Task input »
########################################

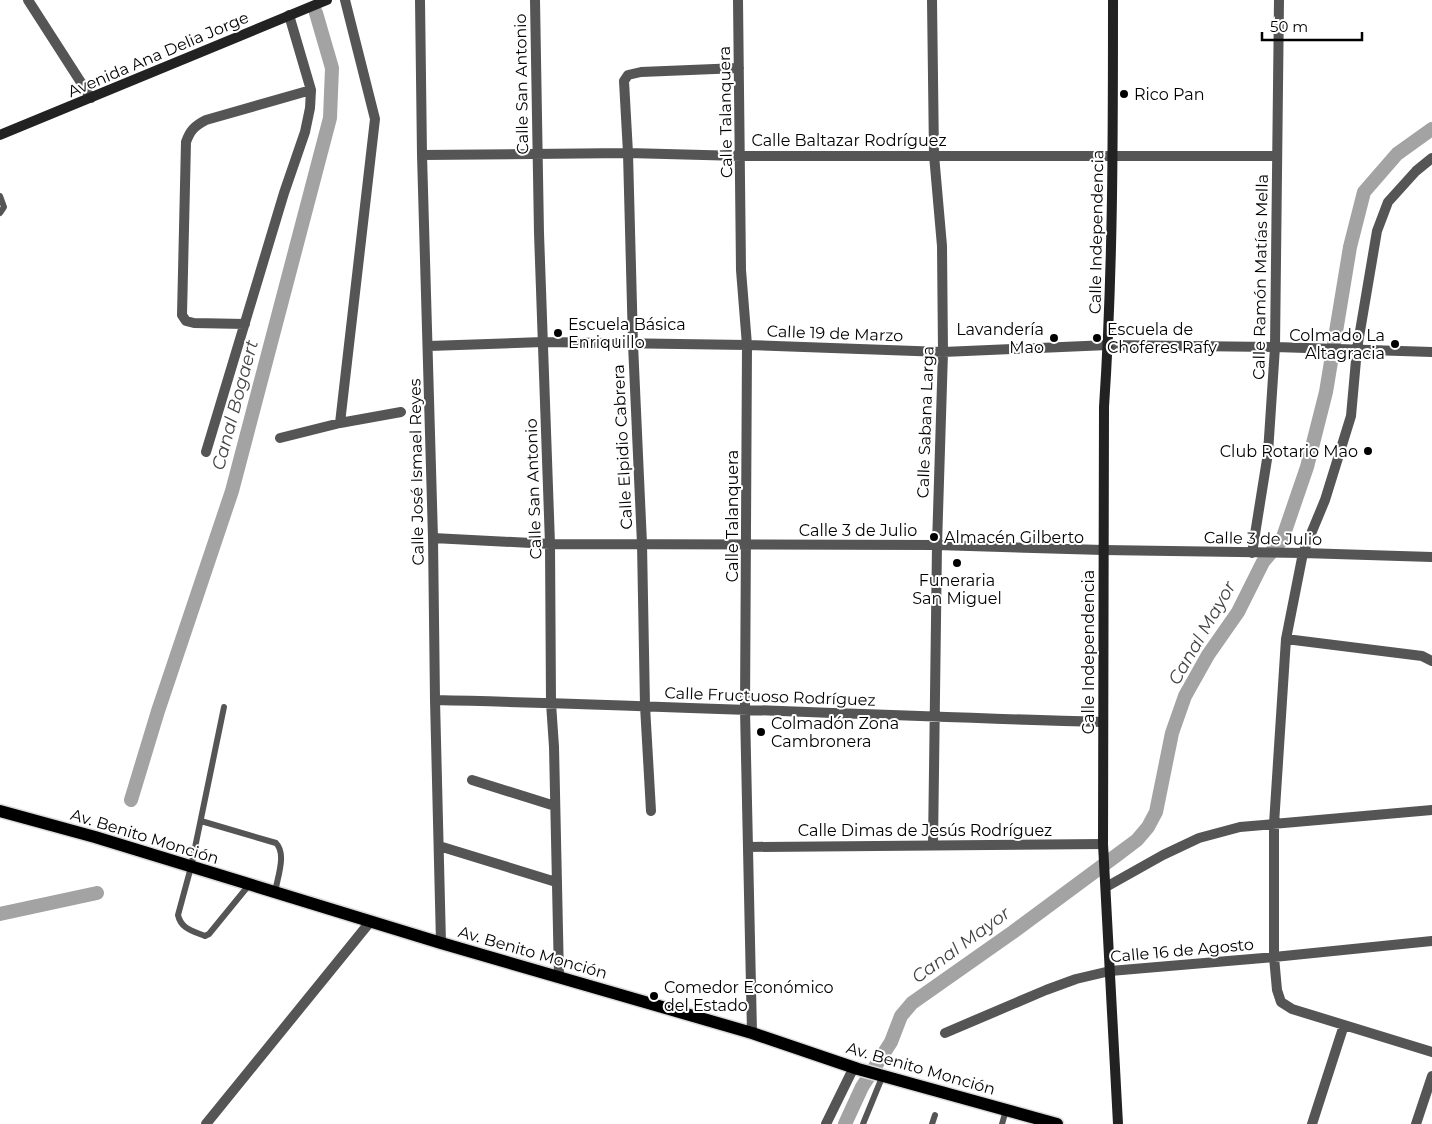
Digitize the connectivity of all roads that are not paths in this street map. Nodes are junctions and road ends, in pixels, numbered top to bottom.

########################################

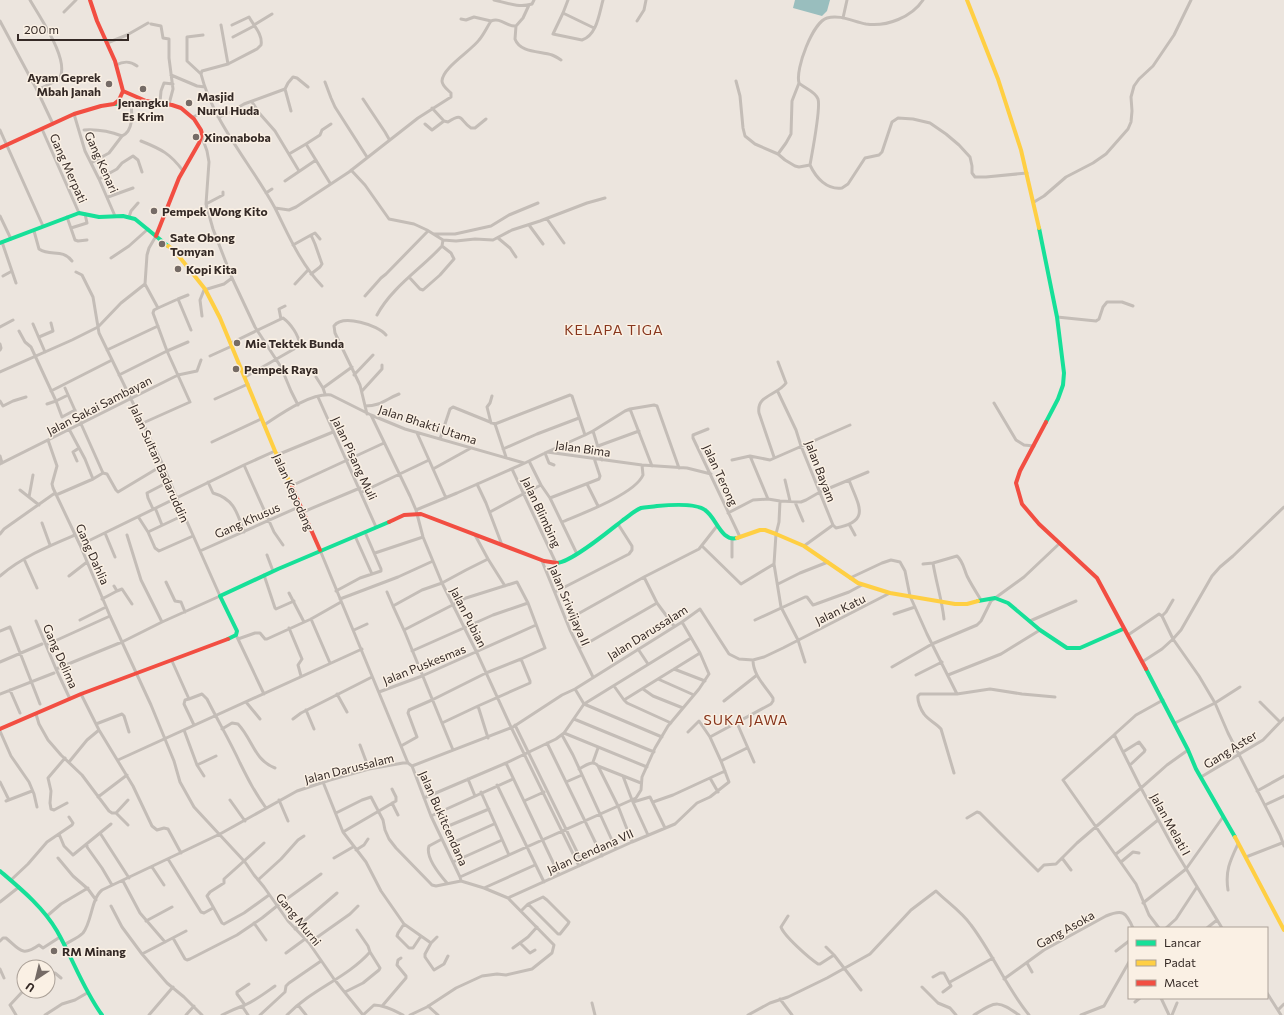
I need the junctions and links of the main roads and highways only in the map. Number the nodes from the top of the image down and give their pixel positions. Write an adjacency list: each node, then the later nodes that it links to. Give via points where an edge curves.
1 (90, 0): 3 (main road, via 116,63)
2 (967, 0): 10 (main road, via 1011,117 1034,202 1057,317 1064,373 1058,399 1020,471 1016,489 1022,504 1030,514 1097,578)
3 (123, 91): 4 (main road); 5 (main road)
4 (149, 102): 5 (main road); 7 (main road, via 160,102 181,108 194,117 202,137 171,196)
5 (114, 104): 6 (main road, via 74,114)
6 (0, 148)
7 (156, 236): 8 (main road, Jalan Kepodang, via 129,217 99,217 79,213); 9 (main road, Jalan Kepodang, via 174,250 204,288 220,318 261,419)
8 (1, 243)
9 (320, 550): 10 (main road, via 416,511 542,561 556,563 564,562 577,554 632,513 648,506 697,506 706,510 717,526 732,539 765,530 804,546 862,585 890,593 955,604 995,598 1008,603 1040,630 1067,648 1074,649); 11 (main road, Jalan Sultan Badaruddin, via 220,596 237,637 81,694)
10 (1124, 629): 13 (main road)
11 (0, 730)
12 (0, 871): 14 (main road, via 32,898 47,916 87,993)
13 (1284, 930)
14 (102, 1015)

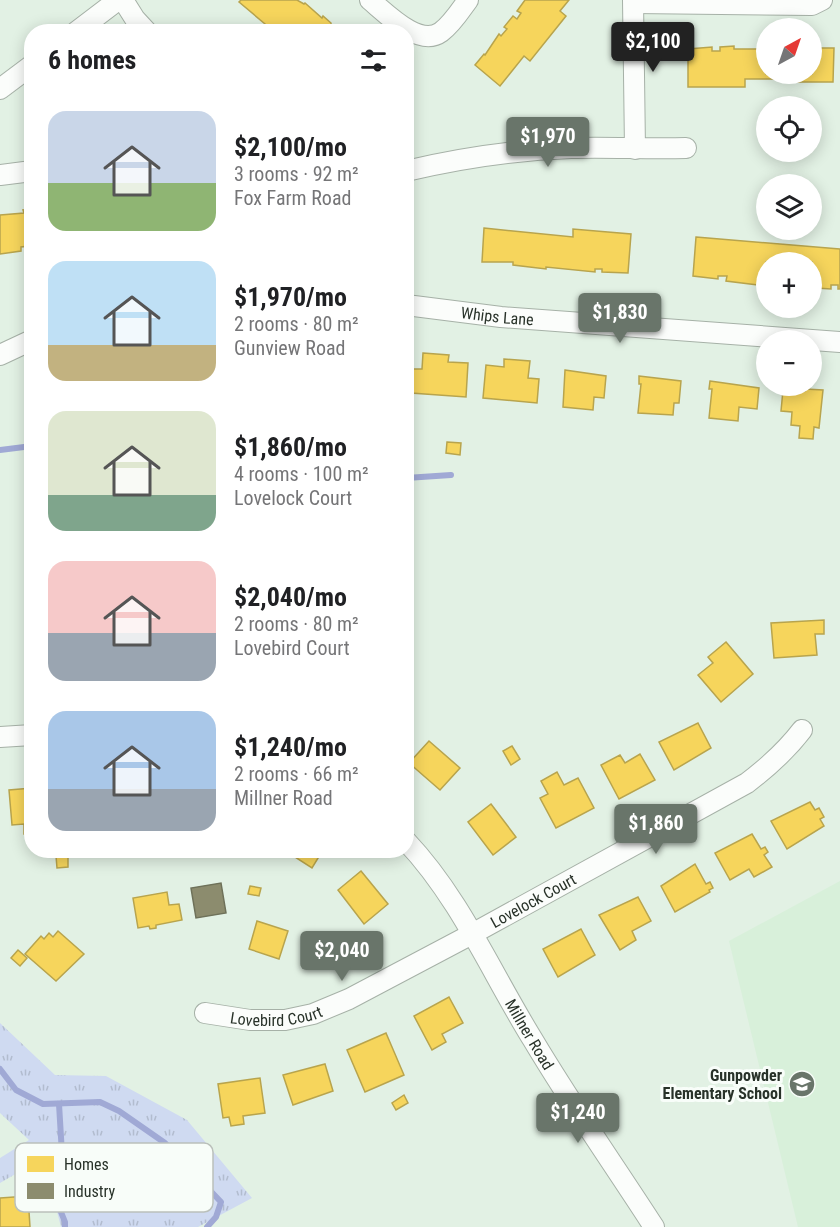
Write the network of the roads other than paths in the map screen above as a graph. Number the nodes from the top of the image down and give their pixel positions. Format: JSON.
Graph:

########################################

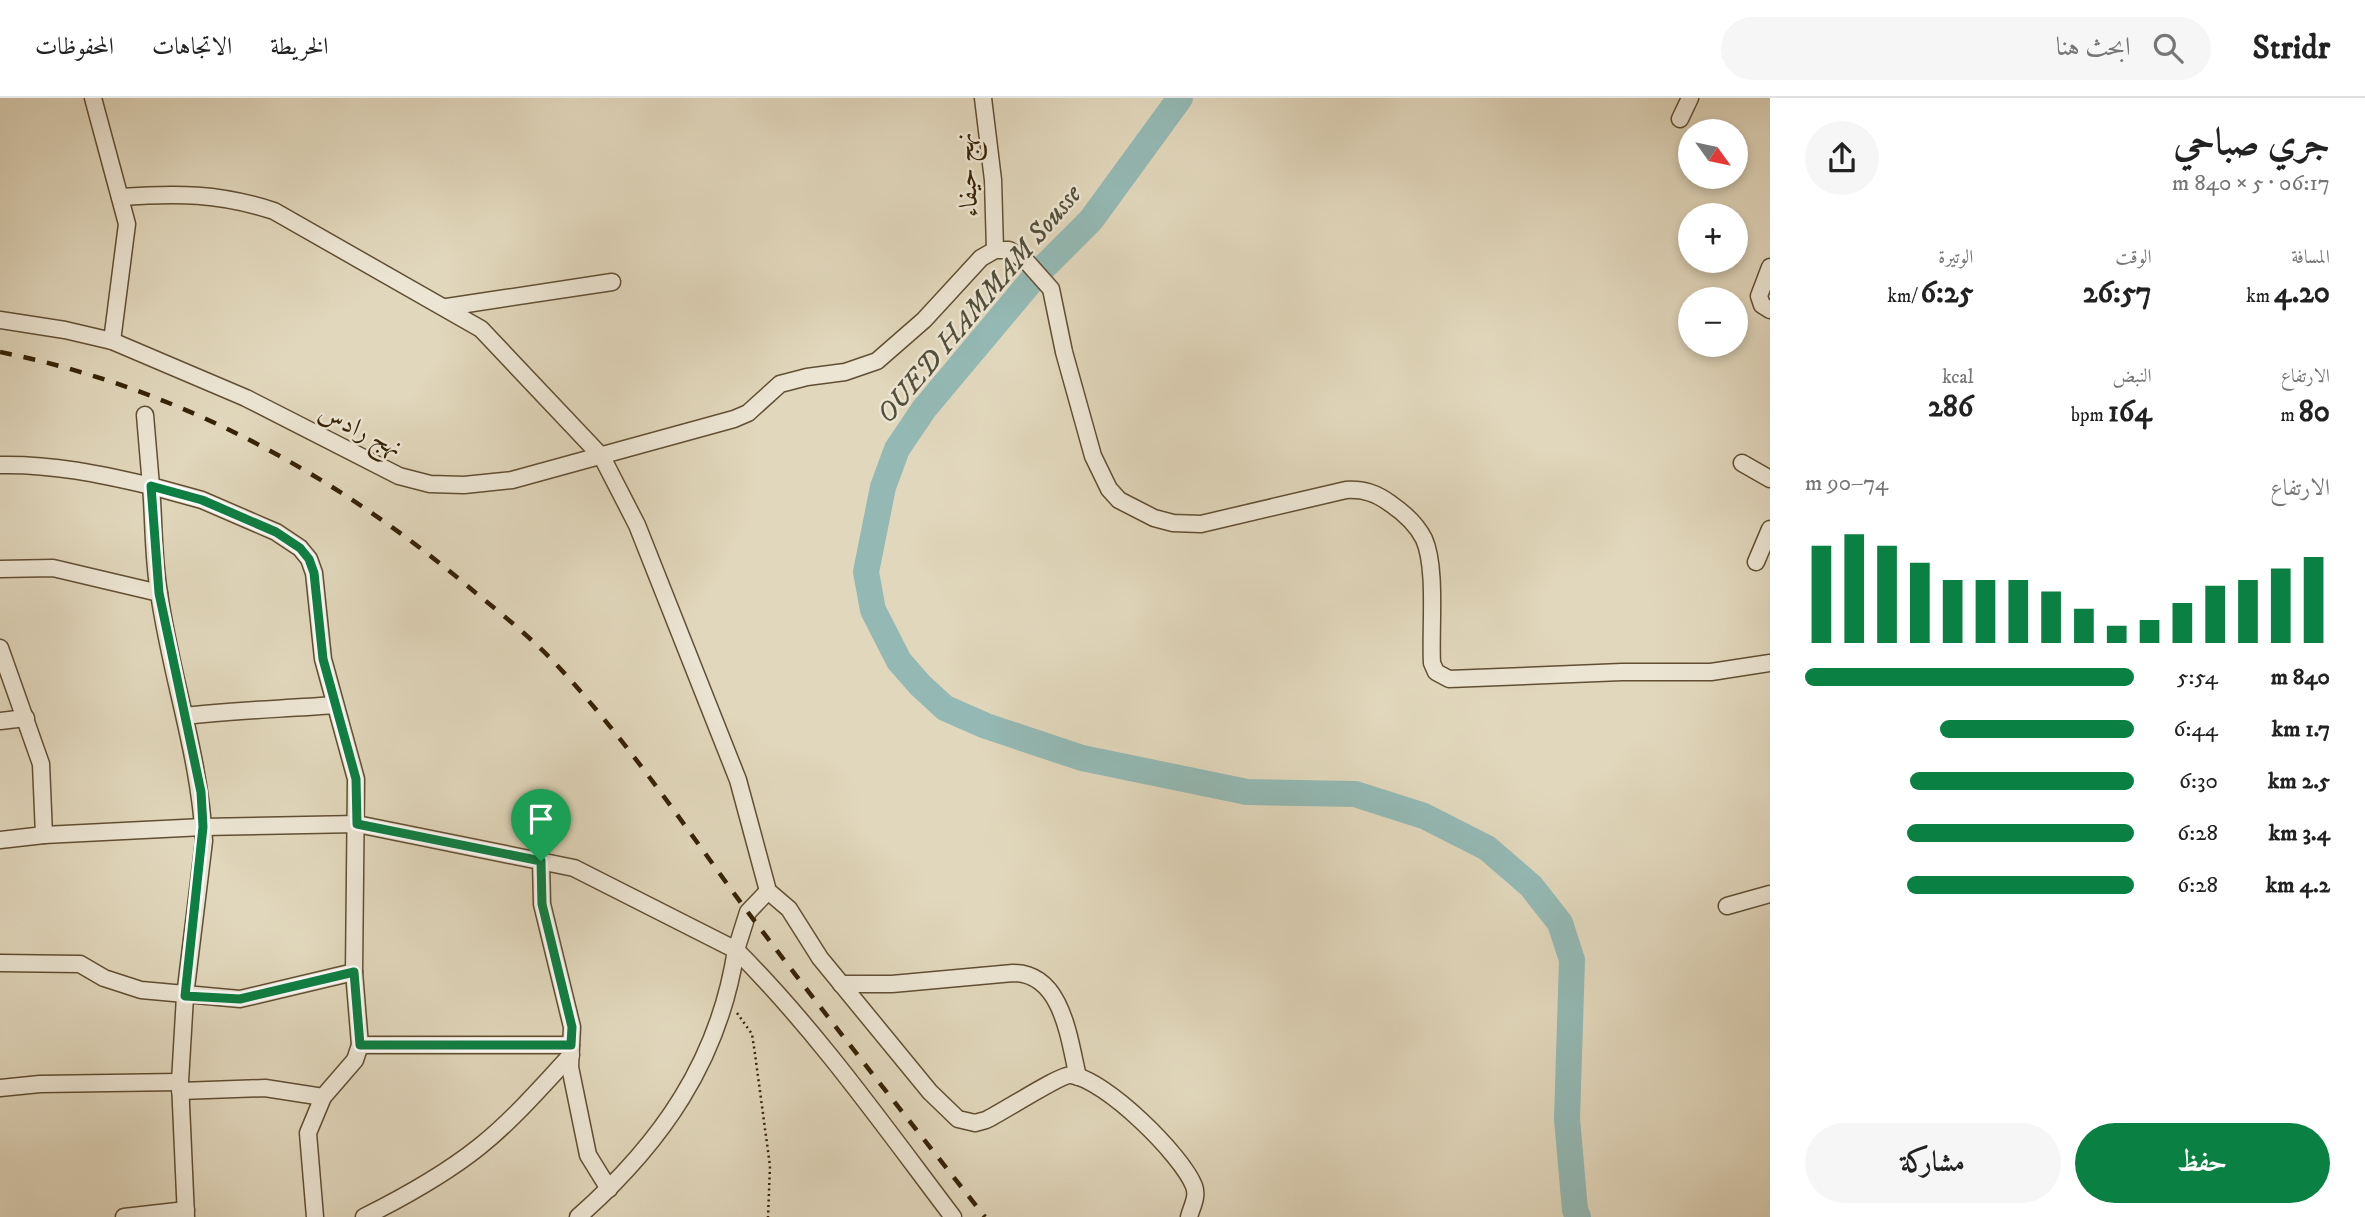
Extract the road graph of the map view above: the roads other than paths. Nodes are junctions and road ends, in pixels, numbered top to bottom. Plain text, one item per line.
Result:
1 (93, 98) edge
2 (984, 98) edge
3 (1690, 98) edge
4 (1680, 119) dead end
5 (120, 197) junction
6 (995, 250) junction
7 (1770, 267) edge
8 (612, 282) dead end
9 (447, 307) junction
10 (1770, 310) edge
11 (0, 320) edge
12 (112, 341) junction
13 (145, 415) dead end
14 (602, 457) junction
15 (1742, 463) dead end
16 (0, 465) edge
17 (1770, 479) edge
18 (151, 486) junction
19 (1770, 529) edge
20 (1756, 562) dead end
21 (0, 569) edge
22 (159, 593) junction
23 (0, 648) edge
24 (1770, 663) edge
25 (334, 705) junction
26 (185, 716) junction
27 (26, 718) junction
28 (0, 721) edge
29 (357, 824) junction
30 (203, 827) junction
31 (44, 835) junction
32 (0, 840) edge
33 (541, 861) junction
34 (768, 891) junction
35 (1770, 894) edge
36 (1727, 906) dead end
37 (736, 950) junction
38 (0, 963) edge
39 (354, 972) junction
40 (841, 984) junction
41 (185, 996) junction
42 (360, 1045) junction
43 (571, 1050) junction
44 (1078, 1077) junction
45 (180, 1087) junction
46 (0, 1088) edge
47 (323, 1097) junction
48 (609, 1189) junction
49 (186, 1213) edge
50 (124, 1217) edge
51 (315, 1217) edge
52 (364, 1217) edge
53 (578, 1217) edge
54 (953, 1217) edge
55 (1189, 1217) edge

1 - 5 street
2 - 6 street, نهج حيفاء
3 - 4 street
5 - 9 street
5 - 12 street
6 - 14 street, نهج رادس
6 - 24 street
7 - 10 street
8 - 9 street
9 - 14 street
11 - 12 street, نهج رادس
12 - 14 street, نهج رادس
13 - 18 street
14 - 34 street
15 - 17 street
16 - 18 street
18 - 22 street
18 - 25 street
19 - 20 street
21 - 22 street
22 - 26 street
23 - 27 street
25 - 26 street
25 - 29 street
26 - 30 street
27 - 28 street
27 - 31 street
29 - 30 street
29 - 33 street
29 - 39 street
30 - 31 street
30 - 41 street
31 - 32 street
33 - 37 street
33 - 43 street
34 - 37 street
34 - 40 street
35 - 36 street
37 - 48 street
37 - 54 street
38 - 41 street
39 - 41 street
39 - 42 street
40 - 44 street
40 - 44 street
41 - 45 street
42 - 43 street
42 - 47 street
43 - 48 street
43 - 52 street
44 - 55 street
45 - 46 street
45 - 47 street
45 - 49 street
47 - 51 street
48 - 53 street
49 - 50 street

########################################

What to produce » The answer is every line in the data where the word "other" appears.

Your response »
Write the network of the roads other than paths in the map screen above as a graph. Number the nodes from the top of the image down and give their pixel positions. Format: JSON.
Extract the road graph of the map view above: the roads other than paths. Nodes are junctions and road ends, in pixels, numbered top to bottom. Plain text, one item per line.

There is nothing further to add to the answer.